> [EXERCISE]:
Look below for the line containing "index tip: (519, 287)" and the line containing "pinky tip: (531, 273)"; repeat exactly those two lines and all lines between them, and nothing else.

> [GIVEN RECORDS]:
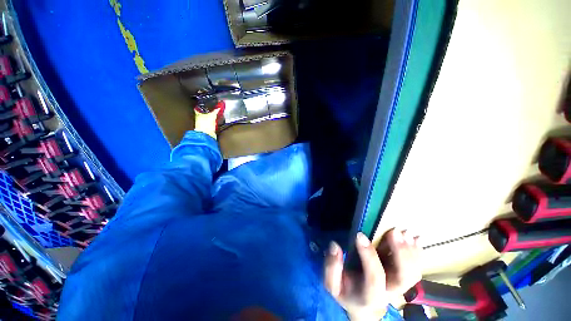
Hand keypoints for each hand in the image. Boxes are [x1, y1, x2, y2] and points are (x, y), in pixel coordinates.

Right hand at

--

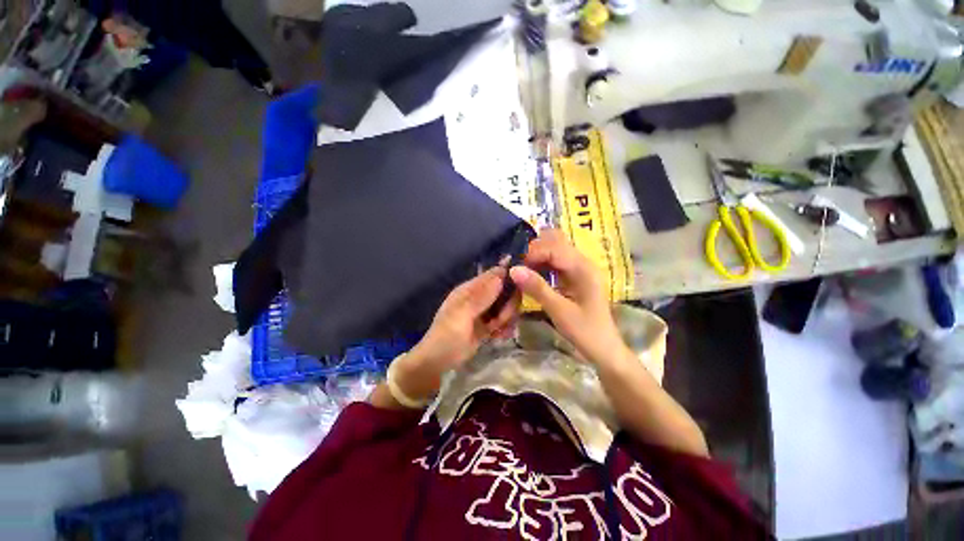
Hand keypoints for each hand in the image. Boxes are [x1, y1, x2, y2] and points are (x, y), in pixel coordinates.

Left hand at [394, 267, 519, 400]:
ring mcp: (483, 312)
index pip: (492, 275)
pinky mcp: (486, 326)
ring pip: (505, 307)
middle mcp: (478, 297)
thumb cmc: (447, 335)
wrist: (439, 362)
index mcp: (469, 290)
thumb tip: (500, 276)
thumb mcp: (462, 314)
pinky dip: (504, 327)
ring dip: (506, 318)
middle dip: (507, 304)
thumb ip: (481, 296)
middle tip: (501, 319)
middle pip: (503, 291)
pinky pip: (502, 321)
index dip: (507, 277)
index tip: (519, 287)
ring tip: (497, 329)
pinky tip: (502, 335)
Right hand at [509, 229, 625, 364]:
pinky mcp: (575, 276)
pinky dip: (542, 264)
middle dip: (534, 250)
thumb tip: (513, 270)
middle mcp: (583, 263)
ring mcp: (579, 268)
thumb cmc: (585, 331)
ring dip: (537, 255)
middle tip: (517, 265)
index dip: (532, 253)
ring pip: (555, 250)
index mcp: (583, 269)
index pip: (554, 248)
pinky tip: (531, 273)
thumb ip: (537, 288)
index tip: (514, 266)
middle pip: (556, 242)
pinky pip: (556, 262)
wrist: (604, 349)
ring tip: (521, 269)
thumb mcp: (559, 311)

* * *

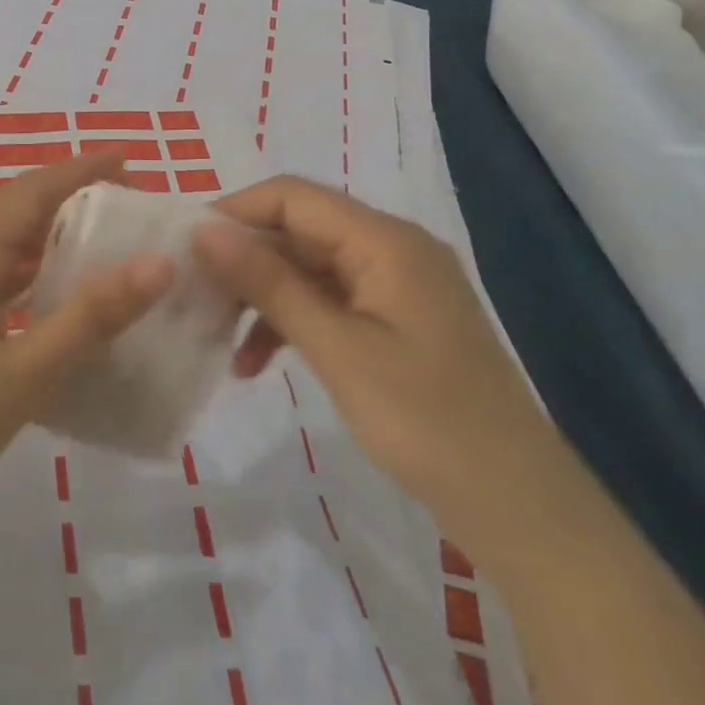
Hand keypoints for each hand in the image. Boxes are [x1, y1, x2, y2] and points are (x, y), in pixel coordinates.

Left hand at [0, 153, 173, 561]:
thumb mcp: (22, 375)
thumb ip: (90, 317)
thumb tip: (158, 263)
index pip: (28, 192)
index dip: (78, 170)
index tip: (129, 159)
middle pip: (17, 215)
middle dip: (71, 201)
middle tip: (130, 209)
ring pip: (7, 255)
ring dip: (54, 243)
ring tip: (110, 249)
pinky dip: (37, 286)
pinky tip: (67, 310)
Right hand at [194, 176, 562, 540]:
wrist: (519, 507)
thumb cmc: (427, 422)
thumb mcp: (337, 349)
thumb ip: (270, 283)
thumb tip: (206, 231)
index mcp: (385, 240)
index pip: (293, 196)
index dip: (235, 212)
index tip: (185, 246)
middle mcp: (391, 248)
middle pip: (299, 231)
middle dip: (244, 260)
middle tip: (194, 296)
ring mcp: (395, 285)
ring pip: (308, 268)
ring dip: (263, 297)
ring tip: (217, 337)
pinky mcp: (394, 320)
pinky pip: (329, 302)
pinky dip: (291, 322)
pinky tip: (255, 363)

> [REPLY]:
index tip: (519, 287)
ring tip: (497, 329)
pinky tip: (502, 335)
Right hand at [509, 229, 625, 364]:
pinky mcp: (575, 276)
pinky dip: (542, 264)
middle dip: (534, 250)
thumb tip: (513, 270)
middle mcp: (583, 263)
ring mcp: (579, 268)
thumb cmc: (585, 331)
ring dip: (537, 255)
middle tip: (517, 265)
index dip: (532, 253)
ring pip: (555, 250)
index mcp: (583, 269)
index pip: (554, 248)
pinky tip: (531, 273)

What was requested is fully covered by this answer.